The tactile sensor exhibited a measurement range of 1 MPa. Before testing, static calibration was performed using standardized deadweight loading (Figure 16), with verification results confirming measurement errors within 5% of full-scale output, as quantitatively summarized in

Table 4. Tactile sensor calibration data table.

	Temperature (°C)	Weight (kg)	Result (kg)	Error
Tactilus sensor	10	25	24.63	1.47%
		50	52.29	4.57%

.

Three-dimensional dynamic mapping of hull-ice loads enables precise observation of load distribution patterns and spatiotemporal evolution of high-pressure zones (HPZs) (Figure 17, the red arrow points to the forward direction of the ship).

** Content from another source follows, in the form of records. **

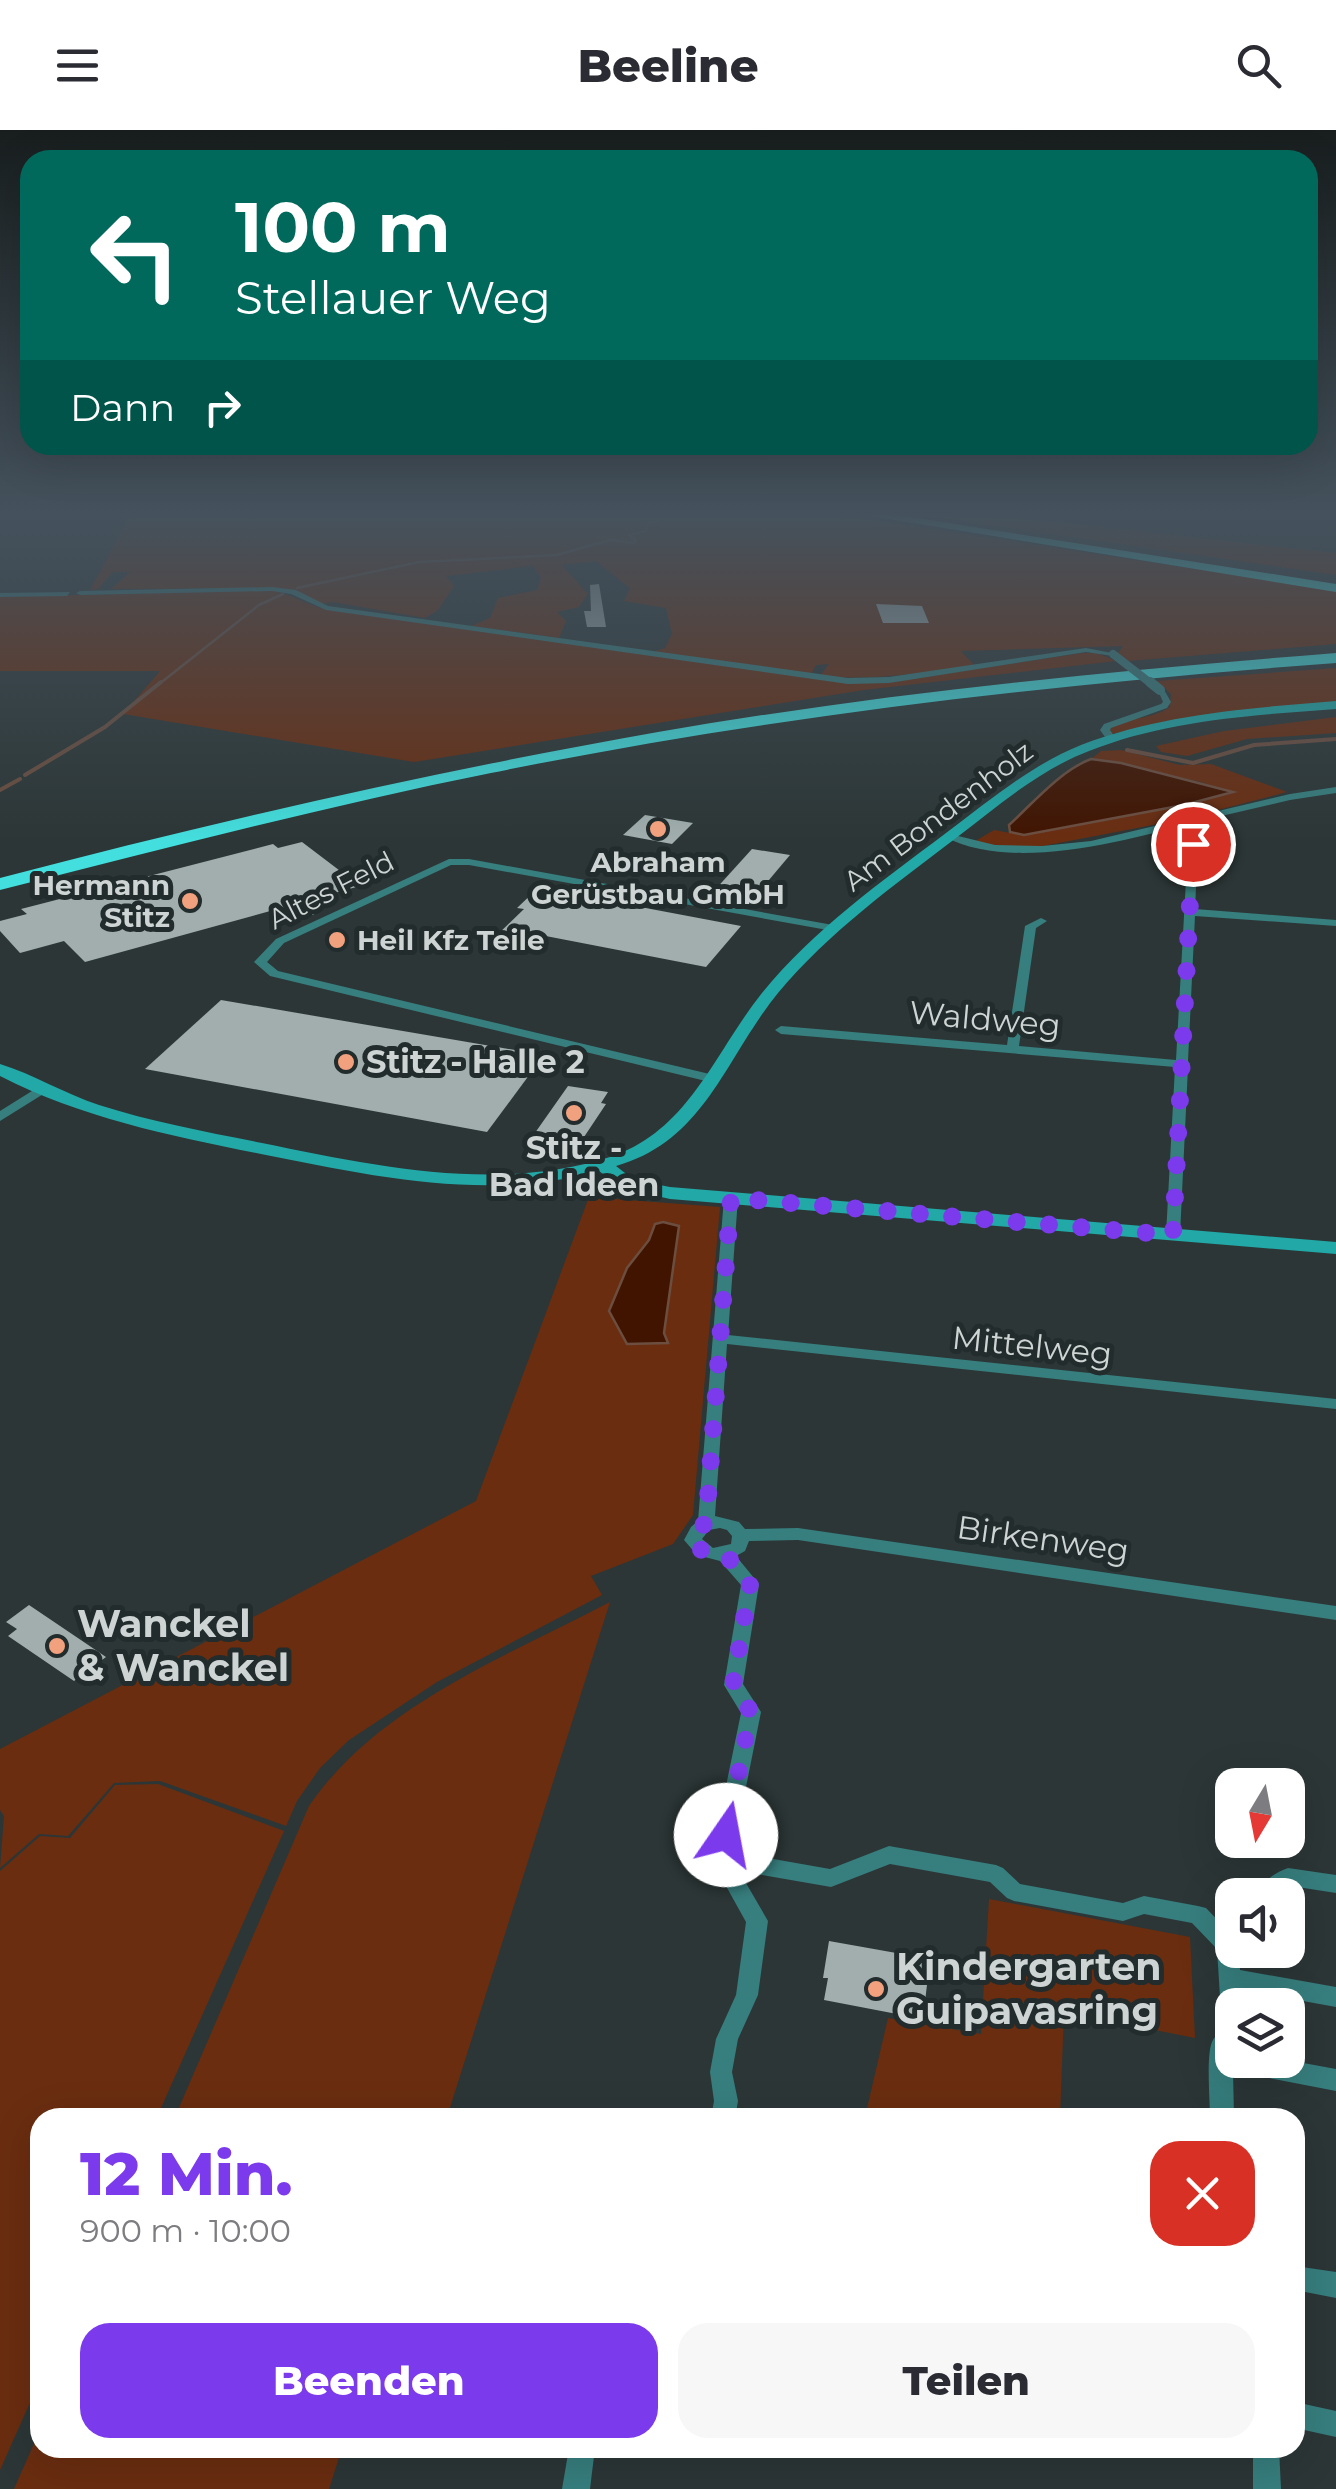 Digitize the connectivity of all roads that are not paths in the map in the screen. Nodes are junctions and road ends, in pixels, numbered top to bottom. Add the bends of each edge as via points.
1 (427, 622) edge
2 (1336, 650) edge
3 (1336, 661) edge
4 (1163, 681) junction
5 (1336, 704) edge
6 (1111, 740) junction
7 (1336, 790) edge
8 (1200, 820) junction
9 (950, 837) junction
10 (0, 870) edge
11 (0, 884) edge
12 (1190, 912) junction
13 (1041, 921) dead end
14 (1336, 923) edge
15 (833, 928) junction
16 (781, 1030) dead end
17 (1013, 1048) junction
18 (1184, 1064) junction
19 (0, 1069) edge
20 (714, 1079) junction
21 (40, 1090) junction
22 (0, 1118) edge
23 (603, 1165) junction
24 (731, 1198) junction
25 (1173, 1235) junction
26 (1336, 1248) edge
27 (722, 1339) junction
28 (1336, 1404) edge
29 (706, 1523) junction
30 (740, 1534) junction
31 (726, 1555) junction
32 (1336, 1613) edge
33 (721, 1859) junction
34 (1305, 1879) edge
35 (1336, 1884) edge
36 (1215, 1922) edge
37 (1229, 1968) edge
38 (1230, 1978) junction
39 (1231, 1988) edge
40 (1336, 1996) edge
41 (1305, 2071) edge
42 (1224, 2078) edge
43 (1336, 2080) edge
44 (725, 2108) edge
45 (1223, 2108) edge
46 (1305, 2280) edge
47 (1336, 2286) edge
48 (1305, 2417) edge
49 (1336, 2424) edge
50 (581, 2458) edge
51 (1266, 2458) edge
52 (576, 2489) edge
53 (1268, 2489) edge

1 - 4 street, bridge via 848,681 1104,650
2 - 10 highway via 1014,678 641,731 281,801
3 - 4 highway
4 - 6 street, Am Bondenholz via 1164,706 1107,726
4 - 11 highway via 870,706 543,759 239,822
5 - 6 main road
6 - 9 main road, Am Bondenholz via 1032,775
7 - 8 street
8 - 9 street via 1025,852
8 - 12 street
9 - 15 main road, Am Bondenholz
12 - 14 street
12 - 18 street
13 - 17 street via 1031,926
15 - 20 main road, Am Bondenholz via 765,1000
15 - 20 street, Altes Feld via 449,862 280,941 260,962 274,974
16 - 17 street, Waldweg
17 - 18 street, Waldweg
18 - 25 street
19 - 21 main road, Am Bondenholz
20 - 23 main road, Am Bondenholz via 674,1130
21 - 22 street
21 - 23 main road, Am Bondenholz via 113,1118 358,1166 509,1178
23 - 24 main road via 628,1184
24 - 25 main road
24 - 27 street
25 - 26 main road
27 - 28 street, Mittelweg
27 - 29 street
29 - 30 street via 733,1526
29 - 31 street via 693,1540 711,1555
30 - 31 street via 739,1547
30 - 32 street, Birkenweg via 798,1534
31 - 33 street via 750,1584 733,1685 751,1712
33 - 36 street via 831,1878 888,1855 996,1874 1014,1892 1123,1912 1144,1905
33 - 44 street via 757,1920 747,1994 726,2038
34 - 35 street
37 - 38 street
38 - 39 street
38 - 40 street
41 - 43 street
42 - 45 street
46 - 47 street
48 - 49 street
50 - 52 street
51 - 53 street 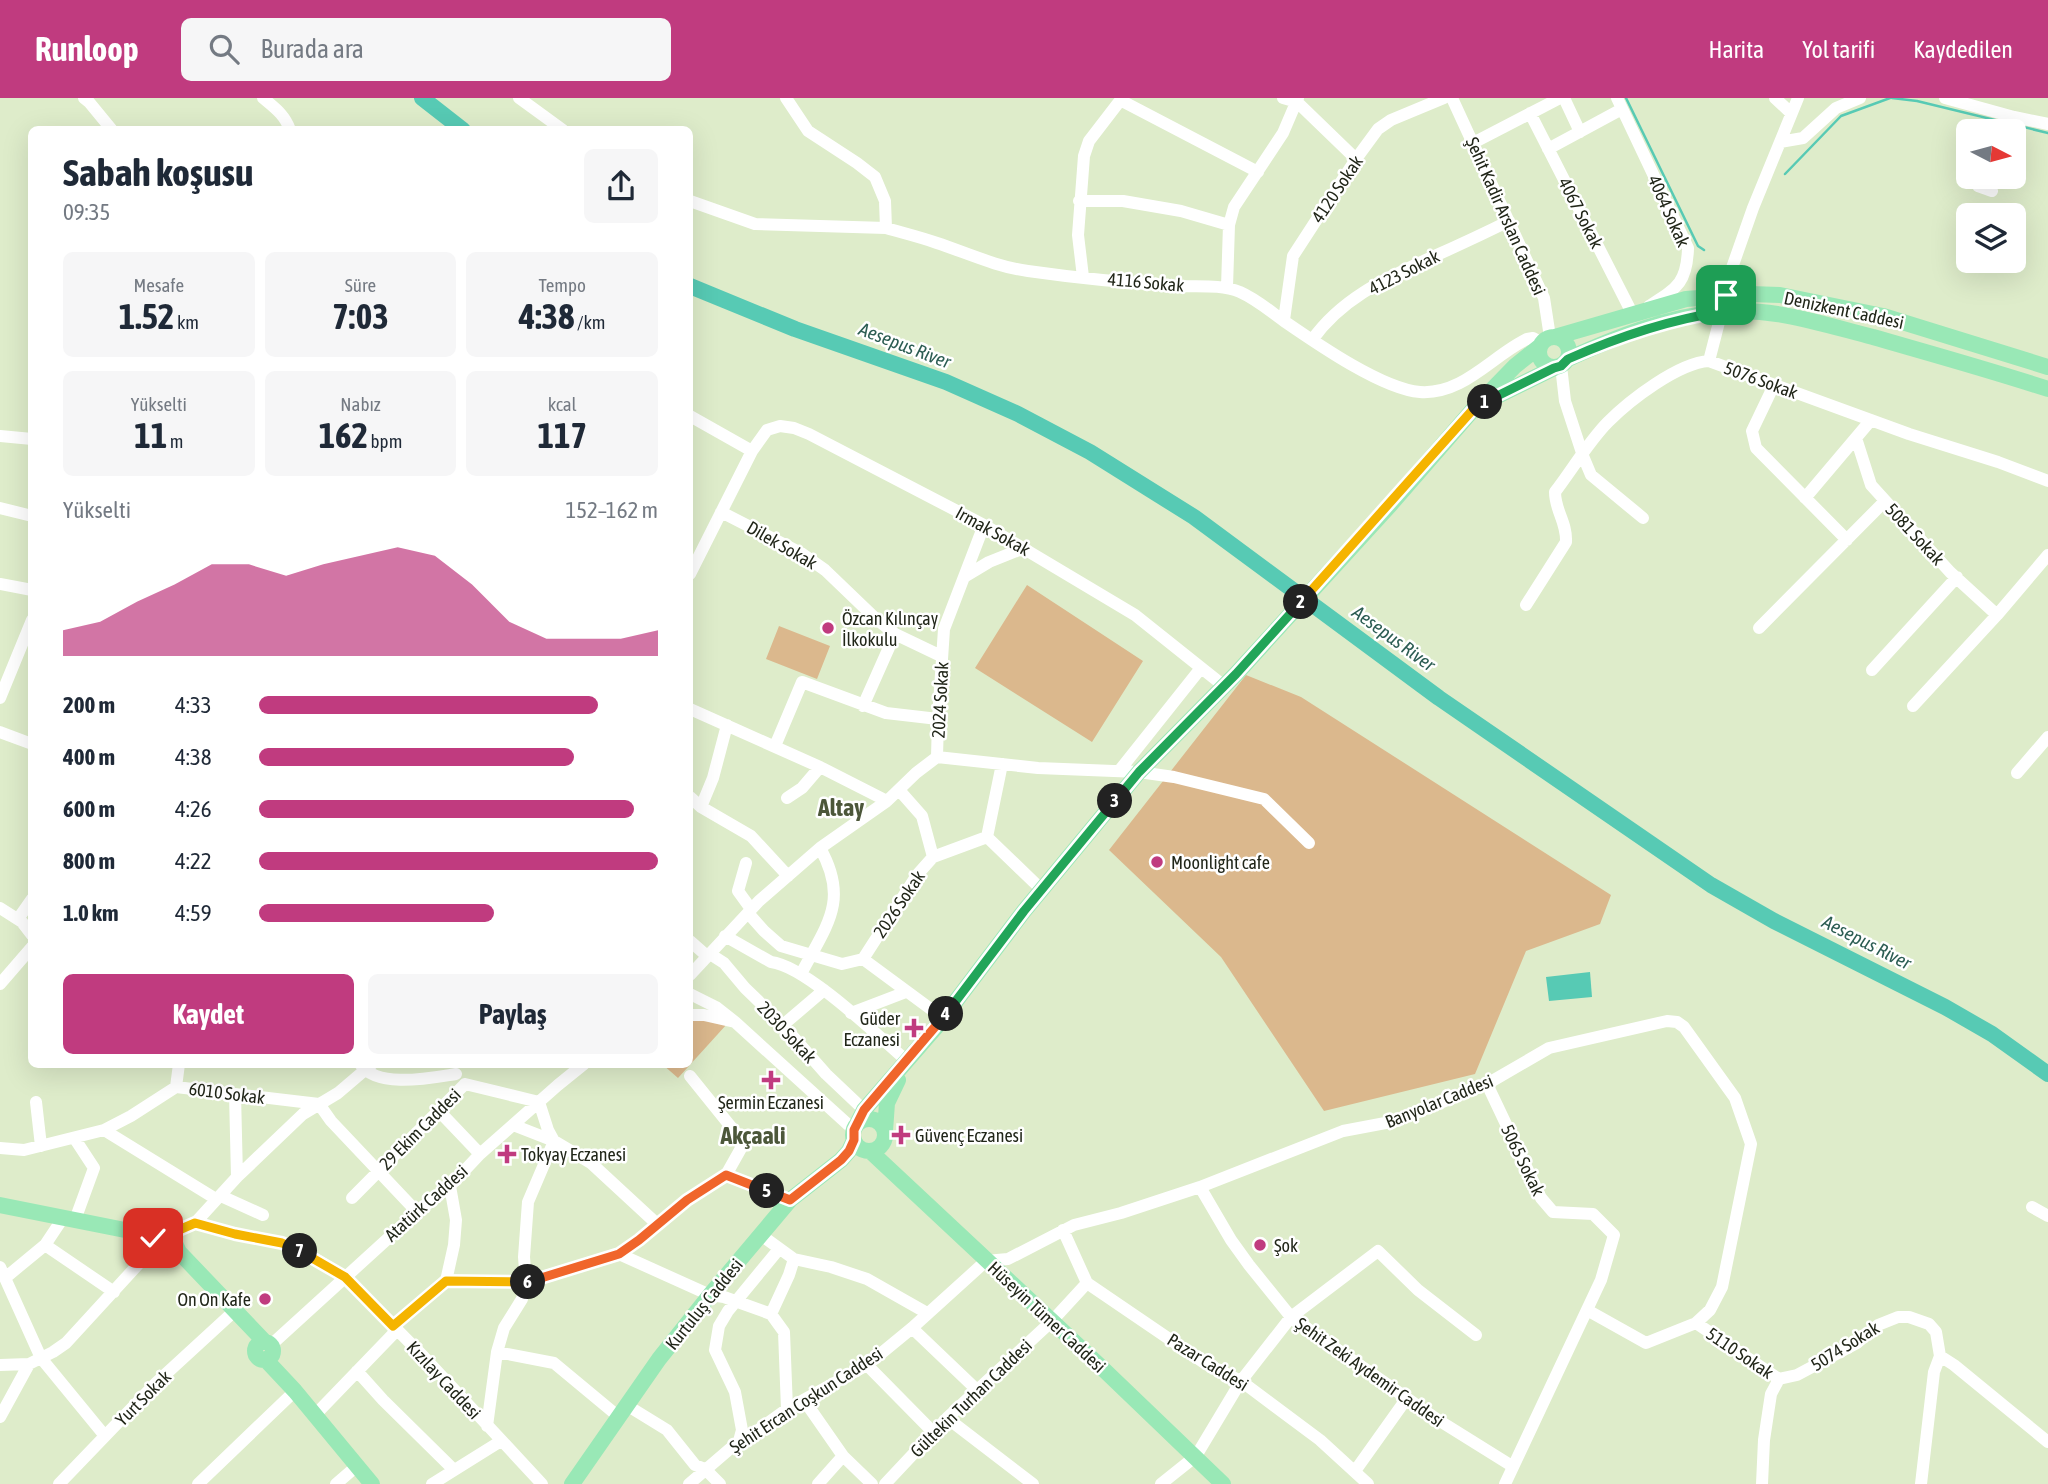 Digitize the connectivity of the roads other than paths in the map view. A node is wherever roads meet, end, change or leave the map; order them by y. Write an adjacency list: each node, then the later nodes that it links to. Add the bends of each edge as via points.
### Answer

Initial ice-structure contact occurs at the stem region, generating the primary HPZ during early engagement. As ice failure progresses, the load concentration centroid migrates toward the midship section, forming a secondary HPZ at the shoulder region. Subsequent bow-ice recontact reinitiates compressive loading at the stem, establishing a cyclic load transition sequence. However, quantitative analysis reveals inter-cycle variability in both load magnitude and HPZ spatial coordinates, demonstrating nonlinear spatiotemporal characteristics governed by stochastic ice fracture mechanics.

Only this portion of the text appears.